東京電力福島第一原子力発電所の事故は、我が国の未来に重大な影響を与えています。今回の事故を通じて、原子力エネルギーは、私達に明るい未来を与えてくれるものではなく、一歩間違えば取り返しのつかない危険性を持っていること、さらに、残念ながらそれを管理する政府機関も企業体も、万全の体制をとっていなかったことが明確になりつつあります。
こうした中で、私達は、原子力エネルギーに依存することはあまりにも危険性が大き過ぎるということを学びました。私達が地域金融機関として、今できることはささやかではありますが、省電力、省エネルギー、そして代替エネルギーの開発利用に少しでも貢献することではないかと考えます。
そのため、今後、私達は以下のような省電力と省エネルギーのための様々な取組みに努めるとともに、金融を通じて地域の皆様の省電力、省エネルギーのための設備投資を積極的に支援、推進してまいります。

① 徹底した節電運動の実施
② 冷暖房の設定温度の見直し
③ 省電力型設備の導入
④ 断熱工事の施工
⑤ 緑化工事の推進
⑥ ソーラーパネルの設置
⑦ LED照明への切り替え
⑧ 燃料電池の導入
⑨ 家庭用蓄電池の購入
⑩ 自家発電装置の購入
⑪ その他

以上


しかも、かけ声だけでなく、実際に●太陽光発電設備導入のための金利を優遇したローンを導入してもいます。

正直、蓄積されたカネを金利を付けて貸すという商売自体、私は積極的に評価はしていません。しかし、それでも、より良い目的や志のある人に資金を貸して、それを応援していくということは決してやれないことではないと思います。
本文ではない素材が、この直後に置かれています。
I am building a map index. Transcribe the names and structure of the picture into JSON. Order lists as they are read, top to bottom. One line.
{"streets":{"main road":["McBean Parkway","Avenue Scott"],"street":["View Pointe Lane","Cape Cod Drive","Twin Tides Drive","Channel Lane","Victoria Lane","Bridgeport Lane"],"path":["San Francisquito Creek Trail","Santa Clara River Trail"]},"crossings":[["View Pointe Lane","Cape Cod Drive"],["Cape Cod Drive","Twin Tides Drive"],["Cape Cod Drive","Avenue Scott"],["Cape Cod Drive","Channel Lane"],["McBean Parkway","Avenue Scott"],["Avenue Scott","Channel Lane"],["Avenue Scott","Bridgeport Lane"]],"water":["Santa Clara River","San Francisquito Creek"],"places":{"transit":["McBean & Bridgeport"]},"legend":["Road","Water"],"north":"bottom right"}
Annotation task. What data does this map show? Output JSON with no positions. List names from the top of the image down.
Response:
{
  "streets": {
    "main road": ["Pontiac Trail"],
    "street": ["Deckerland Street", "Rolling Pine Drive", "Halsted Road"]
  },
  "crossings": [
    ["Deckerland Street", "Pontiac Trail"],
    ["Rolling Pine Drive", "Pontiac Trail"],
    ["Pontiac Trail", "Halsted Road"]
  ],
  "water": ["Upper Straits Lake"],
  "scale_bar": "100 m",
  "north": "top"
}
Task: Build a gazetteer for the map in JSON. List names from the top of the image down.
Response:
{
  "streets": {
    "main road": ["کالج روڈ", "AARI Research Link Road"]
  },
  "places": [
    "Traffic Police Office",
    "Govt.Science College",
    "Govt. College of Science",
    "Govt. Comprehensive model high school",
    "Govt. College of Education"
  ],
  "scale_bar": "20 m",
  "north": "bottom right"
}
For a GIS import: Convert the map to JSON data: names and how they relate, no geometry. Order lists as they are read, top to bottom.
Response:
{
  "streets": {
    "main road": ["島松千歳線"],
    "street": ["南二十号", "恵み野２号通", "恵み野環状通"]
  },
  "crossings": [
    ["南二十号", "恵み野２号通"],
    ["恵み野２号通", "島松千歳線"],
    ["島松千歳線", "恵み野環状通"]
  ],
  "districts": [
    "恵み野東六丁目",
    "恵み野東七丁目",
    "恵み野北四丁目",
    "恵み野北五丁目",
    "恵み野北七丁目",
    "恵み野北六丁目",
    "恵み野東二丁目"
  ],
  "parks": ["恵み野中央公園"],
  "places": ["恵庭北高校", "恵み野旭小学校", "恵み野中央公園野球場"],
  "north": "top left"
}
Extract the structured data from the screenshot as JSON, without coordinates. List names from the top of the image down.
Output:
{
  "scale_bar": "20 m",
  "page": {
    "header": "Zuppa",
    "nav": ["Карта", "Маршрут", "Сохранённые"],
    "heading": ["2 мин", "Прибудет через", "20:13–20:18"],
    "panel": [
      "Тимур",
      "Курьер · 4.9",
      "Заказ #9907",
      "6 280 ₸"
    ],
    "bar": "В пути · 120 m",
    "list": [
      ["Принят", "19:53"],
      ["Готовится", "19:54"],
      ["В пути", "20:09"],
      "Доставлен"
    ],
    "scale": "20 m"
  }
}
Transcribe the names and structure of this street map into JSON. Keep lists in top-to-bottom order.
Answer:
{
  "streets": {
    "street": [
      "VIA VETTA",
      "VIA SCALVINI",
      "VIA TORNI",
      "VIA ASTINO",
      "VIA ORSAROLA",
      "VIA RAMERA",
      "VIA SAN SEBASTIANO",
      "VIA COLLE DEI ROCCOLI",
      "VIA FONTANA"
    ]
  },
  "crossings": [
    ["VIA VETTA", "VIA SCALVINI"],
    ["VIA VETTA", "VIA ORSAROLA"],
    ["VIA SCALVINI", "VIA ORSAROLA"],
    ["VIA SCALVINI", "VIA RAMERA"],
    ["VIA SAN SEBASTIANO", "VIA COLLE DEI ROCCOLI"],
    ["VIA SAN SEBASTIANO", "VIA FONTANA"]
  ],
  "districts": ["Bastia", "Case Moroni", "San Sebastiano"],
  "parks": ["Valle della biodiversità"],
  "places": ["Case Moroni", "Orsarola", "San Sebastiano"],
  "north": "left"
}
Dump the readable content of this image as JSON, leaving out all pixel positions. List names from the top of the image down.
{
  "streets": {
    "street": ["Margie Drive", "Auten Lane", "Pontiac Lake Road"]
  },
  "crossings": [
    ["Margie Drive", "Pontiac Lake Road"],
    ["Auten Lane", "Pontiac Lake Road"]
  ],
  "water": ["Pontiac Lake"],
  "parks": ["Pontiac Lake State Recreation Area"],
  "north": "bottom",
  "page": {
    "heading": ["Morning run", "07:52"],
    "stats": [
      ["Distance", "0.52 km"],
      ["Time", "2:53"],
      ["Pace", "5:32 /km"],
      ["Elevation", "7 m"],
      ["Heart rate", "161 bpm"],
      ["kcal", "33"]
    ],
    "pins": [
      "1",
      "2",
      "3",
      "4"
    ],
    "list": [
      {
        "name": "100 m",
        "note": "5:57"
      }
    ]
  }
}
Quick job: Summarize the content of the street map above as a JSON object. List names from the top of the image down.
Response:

本当に微々たるものですが、私も他の銀行に預けていたお金を引き上げて、城南信用金庫で定期預金を組みました。自分の預けた金が、どこかで燃料電池や太陽光発電ユニットを導入するきっかけになると思うと、少しだけカネをため込む居心地の悪さみたいなものから解放されるような気がします。

確かに、天下の三井住友銀行に比べれば、信金2位の城南信用金庫など、屁でもない存在でしょう。

しかし、上の二つの引用記事を見て、従業員が胸を張って「うちはこういう方針で営業しています」と言えるのは一体どちらの金融機関でしょうか?

カネの大小だけで決められない何かが、そこにはあるような気がします。